29-letni Tomasz Jankowski wreszcie będzie grał w zespole koszykarzy Prokomu Trefl Sopot. Wrescie, gdyż popularny "Jankes" już w ubiegłym roku romansował z
Eugeniuszem Kijewskim w sprawie przejścia do naszego zespołu. Jankowski postanowił jednak jeszcze przez rok zostać we Włocławku, co do dziś odbija mu się czkawką. Na przejściu do Prokomu zyskał nie tylko finansowo, ale i sportowo. Właśnie z ekipą z Sopotu chce zdobyć swój pierwszy w karierze złoty medal mistrzostw Polski.

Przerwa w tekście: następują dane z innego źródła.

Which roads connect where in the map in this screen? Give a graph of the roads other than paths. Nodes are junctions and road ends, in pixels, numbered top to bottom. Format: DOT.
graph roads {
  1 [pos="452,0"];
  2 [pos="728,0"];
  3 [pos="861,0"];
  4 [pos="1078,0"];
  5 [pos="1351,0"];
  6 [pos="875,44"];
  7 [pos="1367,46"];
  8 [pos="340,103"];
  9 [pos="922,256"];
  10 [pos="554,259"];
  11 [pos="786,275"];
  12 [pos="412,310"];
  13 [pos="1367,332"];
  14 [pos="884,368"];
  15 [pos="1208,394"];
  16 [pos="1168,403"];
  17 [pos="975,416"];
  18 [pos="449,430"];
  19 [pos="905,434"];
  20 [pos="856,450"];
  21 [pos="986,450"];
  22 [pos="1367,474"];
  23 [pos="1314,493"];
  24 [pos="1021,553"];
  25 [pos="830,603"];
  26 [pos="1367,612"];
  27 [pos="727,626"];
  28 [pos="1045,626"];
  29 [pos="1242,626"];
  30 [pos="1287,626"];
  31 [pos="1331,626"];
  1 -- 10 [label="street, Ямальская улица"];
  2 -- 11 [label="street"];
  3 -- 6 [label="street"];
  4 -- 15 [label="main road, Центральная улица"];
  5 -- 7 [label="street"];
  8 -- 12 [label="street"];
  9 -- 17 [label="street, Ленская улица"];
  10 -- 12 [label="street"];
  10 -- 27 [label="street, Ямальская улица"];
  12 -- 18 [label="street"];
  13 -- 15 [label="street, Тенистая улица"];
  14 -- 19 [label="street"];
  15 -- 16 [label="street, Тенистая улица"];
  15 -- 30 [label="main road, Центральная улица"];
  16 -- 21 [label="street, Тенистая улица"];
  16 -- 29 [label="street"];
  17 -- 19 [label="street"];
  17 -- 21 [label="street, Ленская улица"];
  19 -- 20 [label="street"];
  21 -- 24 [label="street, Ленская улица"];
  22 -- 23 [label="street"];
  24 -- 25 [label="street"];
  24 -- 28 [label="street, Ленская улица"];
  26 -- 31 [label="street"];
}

Tomasz Jankowski nie ukrywa, że jednym z powodów podjęcia decyzji o przeprowadzce do Prokomu jest osoba trenera Eugeniusza Kijewskiego. Ich losy połączyły się w Lechu Poznań już dawno temu. Podobnie jak "Kijek", Jankowski to urodzona poznańska pyra. Kijewski zawsze darzył srzydłowego wielką sympatią.
Mało kto pamięta, że raz jedyny obaj zagrali razem.
- To był początek lat dziewięćdziesiątych. Lech był wielką drużyną. Kijewski kończył karierę, ale w zespole byli tacy gracze jak Jechorek, Marcinkowski, Baran, Torgowski - plejada gwiazd. Na mnie, podobnie jak na Ziółkowskiego, stawiano jako na młodego obiecującego. - wspomina "Jankes".
- W drużynie było sporo kontuzjowanych, więc dostałem szansę gry w meczu z występującym w ekstraklasie AZS Koszalin. Debiut był zwycięski, a Kijewski przyjął mnie bardzo dobrze.W młodzieńczych latach przyszłego kapitana reprezentacji Polski Wielkopolska była piłkarskim zagłębiem. Młody Jankowski nie miał jednak problemów z dokonaniem wyboru dyscypliny, która w szybkim czasie stała się jego zawodem.